Stone Tools Suggest Supervolcano Eruption Didn’t Decimate Humanity 74,000 Years Ago

Stone Tools Suggest Supervolcano Eruption Didn’t Decimate Humanity 74,000 Years Ago

Humans may have continued to thrive in spite of a supervolcano eruption 74,000 years ago, according to a new study. The finding could have important implications for our understanding of human history.

Researchers in based in Australia, Germany, the United Kingdom, and India found evidence of stone tools and other artifacts in the Dhaba locality on northern India’s Son River. The sites date to between approximately 80,000 and 65,000 years ago, encompassing the time of the infamous Toba super-eruption. This discovery could help provide a more accurate picture of how early humans spread from Africa eastward to the Indian subcontinent and Australasia.
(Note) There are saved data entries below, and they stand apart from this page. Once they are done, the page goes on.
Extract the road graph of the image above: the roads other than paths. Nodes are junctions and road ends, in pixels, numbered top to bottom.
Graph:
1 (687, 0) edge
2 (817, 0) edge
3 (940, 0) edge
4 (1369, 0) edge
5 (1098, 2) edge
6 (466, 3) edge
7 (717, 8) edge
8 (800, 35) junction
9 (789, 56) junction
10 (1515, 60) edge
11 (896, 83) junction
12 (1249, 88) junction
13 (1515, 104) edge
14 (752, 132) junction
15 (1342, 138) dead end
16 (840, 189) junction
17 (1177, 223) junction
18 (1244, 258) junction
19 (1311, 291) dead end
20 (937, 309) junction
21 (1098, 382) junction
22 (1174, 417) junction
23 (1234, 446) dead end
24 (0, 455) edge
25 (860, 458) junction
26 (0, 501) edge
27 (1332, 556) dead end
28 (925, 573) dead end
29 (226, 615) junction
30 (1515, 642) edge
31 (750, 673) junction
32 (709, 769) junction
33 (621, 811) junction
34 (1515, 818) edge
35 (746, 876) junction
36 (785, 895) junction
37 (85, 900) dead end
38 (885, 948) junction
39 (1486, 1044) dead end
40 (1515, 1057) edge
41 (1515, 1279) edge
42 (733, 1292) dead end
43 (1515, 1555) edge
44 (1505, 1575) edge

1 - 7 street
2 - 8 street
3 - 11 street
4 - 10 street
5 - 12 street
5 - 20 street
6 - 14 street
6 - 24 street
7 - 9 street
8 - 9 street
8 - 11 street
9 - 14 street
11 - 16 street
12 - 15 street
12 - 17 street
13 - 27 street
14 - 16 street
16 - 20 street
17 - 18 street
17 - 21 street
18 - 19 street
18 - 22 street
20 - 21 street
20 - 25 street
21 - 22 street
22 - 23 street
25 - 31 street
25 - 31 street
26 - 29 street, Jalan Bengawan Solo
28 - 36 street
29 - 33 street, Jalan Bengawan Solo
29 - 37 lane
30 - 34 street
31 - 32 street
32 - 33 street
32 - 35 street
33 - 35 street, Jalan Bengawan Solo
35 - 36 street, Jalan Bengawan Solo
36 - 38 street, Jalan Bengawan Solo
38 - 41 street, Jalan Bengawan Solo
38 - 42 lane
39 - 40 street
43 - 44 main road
The Toba eruption is at the centre of a debate surrounding human history. Sediment records reveal approximately 74,000-year-old volcanic “tuff,” rock made from deposited volcanic ash, the result of an eruption 100 times stronger than any other recorded eruption and centered over the current location of Indonesia’s Lake Toba. Some archaeologists theorise that such an event could have led to a bottleneck in the human population, killing off lots of people in the resulting volcanic winter and delaying early humans’ spread into southeast Asia and Australasia.

There are few human fossils in south or southeast Asia to confirm or rule out the theory, so researchers have focused on other lines of evidence, such as modern DNA or stone tools. But the new finds from a trio of excavations at the Dhaba sites could provide the needed evidence.

The researchers uncovered chert, limestone, and mudstone tools that had been flaked with the Levallois technique, a means by which archaeologists think early humans chipped stones into points, knives, scrapers, and other tools. The tools were found in sediment dated to approximately 80,000 to 65,000 years ago, and the tools from the younger sediment appear to have been shaped using more advanced techniques than the older ones. They mirror similar artifacts found in sites in Africa and Arabia, according to the paper published in Nature Communications.

According to the researchers, this is evidence that the Toba event didn’t halt human progress—that during one migration event, Homo sapiens left Africa in a wave 100,000 years ago and travelled eastward along the southern coast of Asia until reaching Australasia.

“Our new findings contribute to a revised understanding of the global impact of the Toba super-eruption. While the Toba super-eruption was certainly a colossal event, global cooling may have been less significant than previously thought,” University of Queensland professor Chris Clarkson and Max Planck Institute for the Science of Human History professor Michael Petraglia wrote in an article published in The Conversation.

This is just one line of evidence; we don’t know what else is out there or what the eruption might have destroyed. And, the authors write, only human fossil evidence would prove without a doubt that there were actually humans present at these sites (it’s possible, for example, that another hominin species made these tools). Still, the finds are corroborated by fossil evidence in China and Southeast Asia dating to 80,000 and 73,000 to 63,000 years ago, respectively, as well as stone tool technology along the southern coast of Asia and genetic evidence written into the modern genome.

One thing is for sure: However catastrophic the Toba event was, human beings survived it and are still around today.